• _TRY IT_
Please print every record below exactly as written, leaving out the pictures.

• _DATA SHOWN_
Segment Open

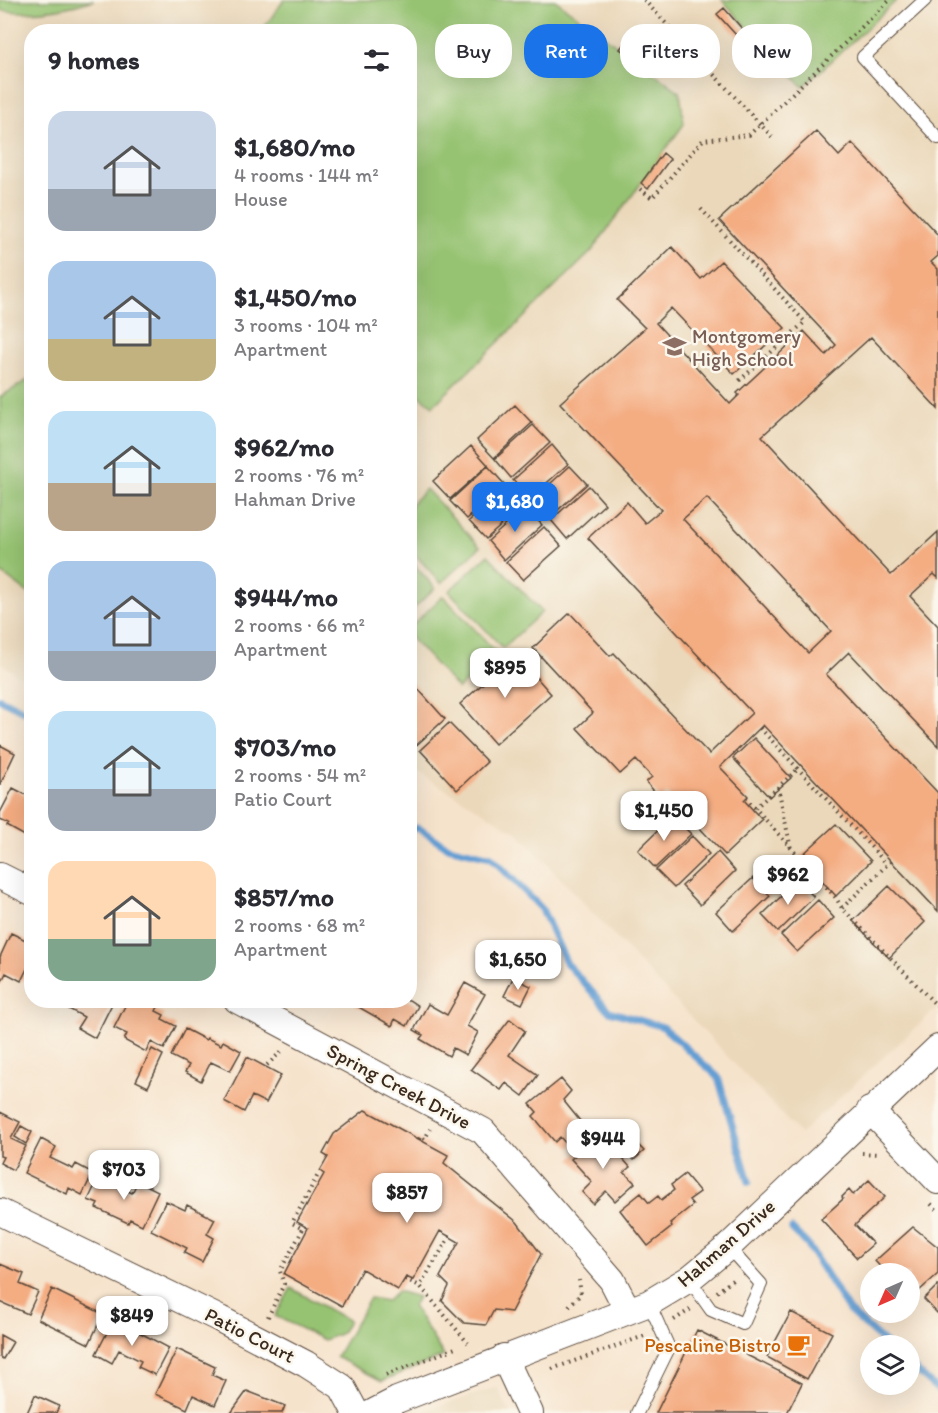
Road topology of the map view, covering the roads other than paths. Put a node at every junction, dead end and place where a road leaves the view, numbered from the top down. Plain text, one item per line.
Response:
1 (925, 0) edge
2 (938, 138) edge
3 (0, 876) edge
4 (24, 888) edge
5 (252, 1008) edge
6 (938, 1048) edge
7 (870, 1110) junction
8 (938, 1181) edge
9 (0, 1212) edge
10 (728, 1247) junction
11 (689, 1279) junction
12 (639, 1307) junction
13 (504, 1357) junction
14 (356, 1413) edge
15 (372, 1413) edge
16 (530, 1413) edge
17 (637, 1413) edge

1 - 2 lane
3 - 4 street
5 - 12 street, Spring Creek Drive
6 - 7 street, Hahman Drive
7 - 8 street
7 - 10 street, Hahman Drive
9 - 14 street, Patio Court
10 - 11 street, Hahman Drive
10 - 11 lane
11 - 12 street, Hahman Drive
12 - 13 street, Hahman Drive
12 - 17 lane
13 - 15 street, Hahman Drive
13 - 16 street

Segment Closed

• _TASK RESULT_
Road topology of the map view, covering the roads other than paths. Put a node at every junction, dead end and place where a road leaves the view, numbered from the top down. Plain text, one item per line.
Response:
1 (925, 0) edge
2 (938, 138) edge
3 (0, 876) edge
4 (24, 888) edge
5 (252, 1008) edge
6 (938, 1048) edge
7 (870, 1110) junction
8 (938, 1181) edge
9 (0, 1212) edge
10 (728, 1247) junction
11 (689, 1279) junction
12 (639, 1307) junction
13 (504, 1357) junction
14 (356, 1413) edge
15 (372, 1413) edge
16 (530, 1413) edge
17 (637, 1413) edge

1 - 2 lane
3 - 4 street
5 - 12 street, Spring Creek Drive
6 - 7 street, Hahman Drive
7 - 8 street
7 - 10 street, Hahman Drive
9 - 14 street, Patio Court
10 - 11 street, Hahman Drive
10 - 11 lane
11 - 12 street, Hahman Drive
12 - 13 street, Hahman Drive
12 - 17 lane
13 - 15 street, Hahman Drive
13 - 16 street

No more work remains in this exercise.